──────── RECORDS PROVIDED
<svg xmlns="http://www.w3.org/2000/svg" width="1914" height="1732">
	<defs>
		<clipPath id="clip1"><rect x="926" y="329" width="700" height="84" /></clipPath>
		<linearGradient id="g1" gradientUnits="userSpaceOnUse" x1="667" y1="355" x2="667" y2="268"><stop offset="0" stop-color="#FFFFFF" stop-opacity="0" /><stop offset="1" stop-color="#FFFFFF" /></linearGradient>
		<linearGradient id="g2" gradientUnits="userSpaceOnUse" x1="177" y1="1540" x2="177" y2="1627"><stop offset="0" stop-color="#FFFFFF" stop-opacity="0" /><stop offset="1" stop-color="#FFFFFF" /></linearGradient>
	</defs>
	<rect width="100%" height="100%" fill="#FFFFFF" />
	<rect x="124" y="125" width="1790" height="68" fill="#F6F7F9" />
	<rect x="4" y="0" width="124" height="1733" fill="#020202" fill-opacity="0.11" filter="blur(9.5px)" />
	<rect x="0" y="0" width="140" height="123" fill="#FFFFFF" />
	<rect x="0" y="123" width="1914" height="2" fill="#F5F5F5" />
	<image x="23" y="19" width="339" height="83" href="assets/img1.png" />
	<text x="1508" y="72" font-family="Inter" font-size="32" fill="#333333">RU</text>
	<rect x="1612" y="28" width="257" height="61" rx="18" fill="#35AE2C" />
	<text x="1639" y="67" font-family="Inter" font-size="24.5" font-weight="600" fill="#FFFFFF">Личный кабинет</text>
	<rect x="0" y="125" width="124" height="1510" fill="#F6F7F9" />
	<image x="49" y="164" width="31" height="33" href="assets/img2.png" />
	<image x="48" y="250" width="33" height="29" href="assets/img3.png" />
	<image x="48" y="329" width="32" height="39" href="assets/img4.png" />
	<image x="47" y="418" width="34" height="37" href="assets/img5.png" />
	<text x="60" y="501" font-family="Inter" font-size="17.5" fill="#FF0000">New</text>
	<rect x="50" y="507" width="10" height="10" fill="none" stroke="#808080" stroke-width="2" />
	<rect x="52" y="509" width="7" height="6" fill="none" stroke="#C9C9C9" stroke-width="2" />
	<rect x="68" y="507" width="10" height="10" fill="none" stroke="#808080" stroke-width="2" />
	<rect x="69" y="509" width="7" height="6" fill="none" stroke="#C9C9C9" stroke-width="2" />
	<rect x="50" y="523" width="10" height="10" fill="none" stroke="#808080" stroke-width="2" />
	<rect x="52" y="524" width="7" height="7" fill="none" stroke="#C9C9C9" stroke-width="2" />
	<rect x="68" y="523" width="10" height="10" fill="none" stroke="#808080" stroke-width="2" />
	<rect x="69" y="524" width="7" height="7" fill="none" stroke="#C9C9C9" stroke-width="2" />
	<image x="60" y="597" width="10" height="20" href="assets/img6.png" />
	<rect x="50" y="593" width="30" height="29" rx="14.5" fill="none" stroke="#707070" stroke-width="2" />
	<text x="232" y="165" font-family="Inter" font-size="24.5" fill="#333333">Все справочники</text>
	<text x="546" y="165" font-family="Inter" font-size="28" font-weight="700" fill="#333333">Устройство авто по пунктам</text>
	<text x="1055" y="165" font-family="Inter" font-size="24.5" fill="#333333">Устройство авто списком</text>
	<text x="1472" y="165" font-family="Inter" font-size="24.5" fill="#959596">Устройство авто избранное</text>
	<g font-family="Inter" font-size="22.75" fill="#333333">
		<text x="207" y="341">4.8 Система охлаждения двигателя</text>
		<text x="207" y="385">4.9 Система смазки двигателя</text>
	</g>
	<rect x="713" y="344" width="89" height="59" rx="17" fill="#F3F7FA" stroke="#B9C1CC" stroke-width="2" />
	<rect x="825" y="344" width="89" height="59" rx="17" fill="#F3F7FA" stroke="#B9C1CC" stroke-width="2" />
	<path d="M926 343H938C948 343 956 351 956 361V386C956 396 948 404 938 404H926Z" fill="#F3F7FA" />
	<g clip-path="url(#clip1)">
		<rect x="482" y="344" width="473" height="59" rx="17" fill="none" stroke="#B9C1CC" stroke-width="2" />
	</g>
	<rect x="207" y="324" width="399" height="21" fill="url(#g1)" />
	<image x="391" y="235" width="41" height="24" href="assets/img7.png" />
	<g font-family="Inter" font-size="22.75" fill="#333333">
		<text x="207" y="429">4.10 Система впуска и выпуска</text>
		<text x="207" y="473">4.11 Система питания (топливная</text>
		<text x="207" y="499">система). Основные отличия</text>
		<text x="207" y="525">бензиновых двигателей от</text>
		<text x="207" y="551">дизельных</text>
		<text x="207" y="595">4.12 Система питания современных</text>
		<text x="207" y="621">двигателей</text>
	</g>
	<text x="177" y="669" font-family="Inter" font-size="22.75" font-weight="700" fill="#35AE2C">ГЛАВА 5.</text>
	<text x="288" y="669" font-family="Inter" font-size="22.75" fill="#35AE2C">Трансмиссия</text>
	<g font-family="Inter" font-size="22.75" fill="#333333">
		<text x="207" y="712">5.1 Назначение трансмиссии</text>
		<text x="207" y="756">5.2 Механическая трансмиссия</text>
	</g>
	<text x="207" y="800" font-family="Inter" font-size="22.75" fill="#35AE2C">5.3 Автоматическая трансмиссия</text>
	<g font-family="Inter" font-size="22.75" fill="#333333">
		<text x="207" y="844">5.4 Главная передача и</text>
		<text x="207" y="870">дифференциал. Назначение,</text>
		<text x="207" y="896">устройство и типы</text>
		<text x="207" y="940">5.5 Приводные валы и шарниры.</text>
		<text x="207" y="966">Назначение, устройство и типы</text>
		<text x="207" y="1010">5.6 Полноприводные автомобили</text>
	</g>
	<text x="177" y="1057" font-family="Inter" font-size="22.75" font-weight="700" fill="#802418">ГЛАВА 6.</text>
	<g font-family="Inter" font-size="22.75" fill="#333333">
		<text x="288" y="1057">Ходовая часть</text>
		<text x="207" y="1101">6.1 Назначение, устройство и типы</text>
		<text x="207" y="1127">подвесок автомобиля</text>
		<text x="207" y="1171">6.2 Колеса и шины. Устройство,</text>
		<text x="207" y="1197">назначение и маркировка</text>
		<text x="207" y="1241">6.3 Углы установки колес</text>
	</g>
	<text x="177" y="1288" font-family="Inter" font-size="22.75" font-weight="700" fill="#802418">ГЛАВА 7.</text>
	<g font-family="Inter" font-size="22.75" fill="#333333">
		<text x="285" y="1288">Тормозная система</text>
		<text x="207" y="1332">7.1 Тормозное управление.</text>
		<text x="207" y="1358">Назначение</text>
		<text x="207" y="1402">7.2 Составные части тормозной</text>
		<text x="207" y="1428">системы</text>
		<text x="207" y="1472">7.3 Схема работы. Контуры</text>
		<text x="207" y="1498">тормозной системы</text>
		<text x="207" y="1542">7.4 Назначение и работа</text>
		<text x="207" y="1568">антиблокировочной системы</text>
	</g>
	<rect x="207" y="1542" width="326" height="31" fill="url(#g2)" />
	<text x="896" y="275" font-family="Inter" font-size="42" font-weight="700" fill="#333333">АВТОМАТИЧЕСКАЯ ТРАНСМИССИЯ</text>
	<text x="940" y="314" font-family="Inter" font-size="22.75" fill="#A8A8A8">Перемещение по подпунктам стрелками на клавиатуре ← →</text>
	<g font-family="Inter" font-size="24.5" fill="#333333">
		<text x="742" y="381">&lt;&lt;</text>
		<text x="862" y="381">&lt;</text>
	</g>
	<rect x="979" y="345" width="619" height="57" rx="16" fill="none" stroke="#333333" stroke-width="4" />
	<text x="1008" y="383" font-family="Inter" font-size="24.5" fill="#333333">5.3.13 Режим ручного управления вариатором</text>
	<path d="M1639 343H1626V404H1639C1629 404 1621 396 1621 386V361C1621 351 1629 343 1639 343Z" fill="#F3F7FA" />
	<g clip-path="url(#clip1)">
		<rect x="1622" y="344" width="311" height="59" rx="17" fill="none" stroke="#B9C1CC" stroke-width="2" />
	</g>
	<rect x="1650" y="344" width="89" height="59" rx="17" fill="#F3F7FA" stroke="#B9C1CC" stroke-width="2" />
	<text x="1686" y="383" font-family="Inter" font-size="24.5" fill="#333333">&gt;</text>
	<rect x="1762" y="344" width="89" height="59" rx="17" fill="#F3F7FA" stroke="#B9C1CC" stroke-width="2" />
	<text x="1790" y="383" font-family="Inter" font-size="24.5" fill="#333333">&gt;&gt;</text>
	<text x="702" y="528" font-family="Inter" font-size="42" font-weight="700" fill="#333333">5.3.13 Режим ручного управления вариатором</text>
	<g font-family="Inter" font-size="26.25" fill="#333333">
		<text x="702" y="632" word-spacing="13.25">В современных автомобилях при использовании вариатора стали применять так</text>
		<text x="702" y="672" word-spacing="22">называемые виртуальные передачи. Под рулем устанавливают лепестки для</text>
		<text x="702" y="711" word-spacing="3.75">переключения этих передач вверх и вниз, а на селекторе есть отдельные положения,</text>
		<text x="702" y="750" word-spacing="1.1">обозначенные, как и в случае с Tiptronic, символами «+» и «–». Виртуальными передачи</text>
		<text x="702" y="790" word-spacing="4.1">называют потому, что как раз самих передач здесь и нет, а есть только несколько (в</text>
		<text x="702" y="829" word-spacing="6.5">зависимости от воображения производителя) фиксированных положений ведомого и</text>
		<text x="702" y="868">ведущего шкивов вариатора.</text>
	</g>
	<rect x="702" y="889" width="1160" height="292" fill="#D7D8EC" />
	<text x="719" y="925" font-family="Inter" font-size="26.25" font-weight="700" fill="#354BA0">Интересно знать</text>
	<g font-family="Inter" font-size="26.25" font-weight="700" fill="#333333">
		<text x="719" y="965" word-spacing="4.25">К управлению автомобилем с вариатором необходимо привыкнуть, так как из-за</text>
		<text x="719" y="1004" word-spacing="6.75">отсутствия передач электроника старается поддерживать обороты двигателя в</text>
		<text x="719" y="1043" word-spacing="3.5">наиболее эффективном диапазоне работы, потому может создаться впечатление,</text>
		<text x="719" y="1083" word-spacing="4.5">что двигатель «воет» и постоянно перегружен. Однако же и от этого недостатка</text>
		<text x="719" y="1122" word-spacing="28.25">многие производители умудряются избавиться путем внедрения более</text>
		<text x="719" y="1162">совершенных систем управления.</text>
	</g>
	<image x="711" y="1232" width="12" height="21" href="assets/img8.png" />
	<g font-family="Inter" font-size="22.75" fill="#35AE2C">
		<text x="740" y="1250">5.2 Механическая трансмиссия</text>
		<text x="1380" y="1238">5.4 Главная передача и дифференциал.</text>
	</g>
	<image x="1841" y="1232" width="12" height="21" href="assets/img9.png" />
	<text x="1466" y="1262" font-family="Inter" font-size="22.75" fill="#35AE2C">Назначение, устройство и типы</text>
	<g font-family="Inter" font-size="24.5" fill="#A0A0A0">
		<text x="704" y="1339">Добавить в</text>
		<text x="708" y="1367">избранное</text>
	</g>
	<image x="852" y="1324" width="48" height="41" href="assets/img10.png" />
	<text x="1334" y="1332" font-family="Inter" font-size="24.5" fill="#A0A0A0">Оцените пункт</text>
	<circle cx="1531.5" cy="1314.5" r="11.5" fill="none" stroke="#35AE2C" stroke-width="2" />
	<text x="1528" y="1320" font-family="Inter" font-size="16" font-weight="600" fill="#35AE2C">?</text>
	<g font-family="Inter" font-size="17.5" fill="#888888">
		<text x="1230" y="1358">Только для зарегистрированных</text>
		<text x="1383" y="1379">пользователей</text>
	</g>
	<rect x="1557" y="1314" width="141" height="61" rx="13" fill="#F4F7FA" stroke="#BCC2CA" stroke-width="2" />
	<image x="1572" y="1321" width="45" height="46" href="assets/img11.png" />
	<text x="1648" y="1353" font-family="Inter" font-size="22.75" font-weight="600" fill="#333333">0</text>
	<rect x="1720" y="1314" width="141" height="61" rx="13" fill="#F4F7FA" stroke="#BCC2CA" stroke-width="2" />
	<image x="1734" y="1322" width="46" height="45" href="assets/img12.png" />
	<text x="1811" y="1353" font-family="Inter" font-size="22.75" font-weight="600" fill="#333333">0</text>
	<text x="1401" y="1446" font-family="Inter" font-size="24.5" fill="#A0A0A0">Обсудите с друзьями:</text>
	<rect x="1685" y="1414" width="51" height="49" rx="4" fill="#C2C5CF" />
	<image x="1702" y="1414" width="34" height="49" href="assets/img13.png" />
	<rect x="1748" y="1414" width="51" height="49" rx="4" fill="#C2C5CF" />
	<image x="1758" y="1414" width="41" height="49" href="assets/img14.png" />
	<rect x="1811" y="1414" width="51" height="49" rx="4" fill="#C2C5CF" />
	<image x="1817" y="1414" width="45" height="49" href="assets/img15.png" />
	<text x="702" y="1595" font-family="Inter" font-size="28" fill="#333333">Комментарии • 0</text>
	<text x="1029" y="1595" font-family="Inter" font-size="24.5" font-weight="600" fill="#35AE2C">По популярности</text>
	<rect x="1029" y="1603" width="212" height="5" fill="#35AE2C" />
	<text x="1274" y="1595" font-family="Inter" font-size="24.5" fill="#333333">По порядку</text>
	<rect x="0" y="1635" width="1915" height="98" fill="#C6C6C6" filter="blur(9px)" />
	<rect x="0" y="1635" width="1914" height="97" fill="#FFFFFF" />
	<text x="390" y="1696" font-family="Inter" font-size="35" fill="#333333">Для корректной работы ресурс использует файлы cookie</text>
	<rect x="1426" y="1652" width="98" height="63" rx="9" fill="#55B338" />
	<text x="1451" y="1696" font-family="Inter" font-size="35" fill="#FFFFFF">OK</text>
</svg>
────────────────
Look through the material above for the string "Механическая" and copy each line that has it.

		<text x="207" y="756">5.2 Механическая трансмиссия</text>
		<text x="740" y="1250">5.2 Механическая трансмиссия</text>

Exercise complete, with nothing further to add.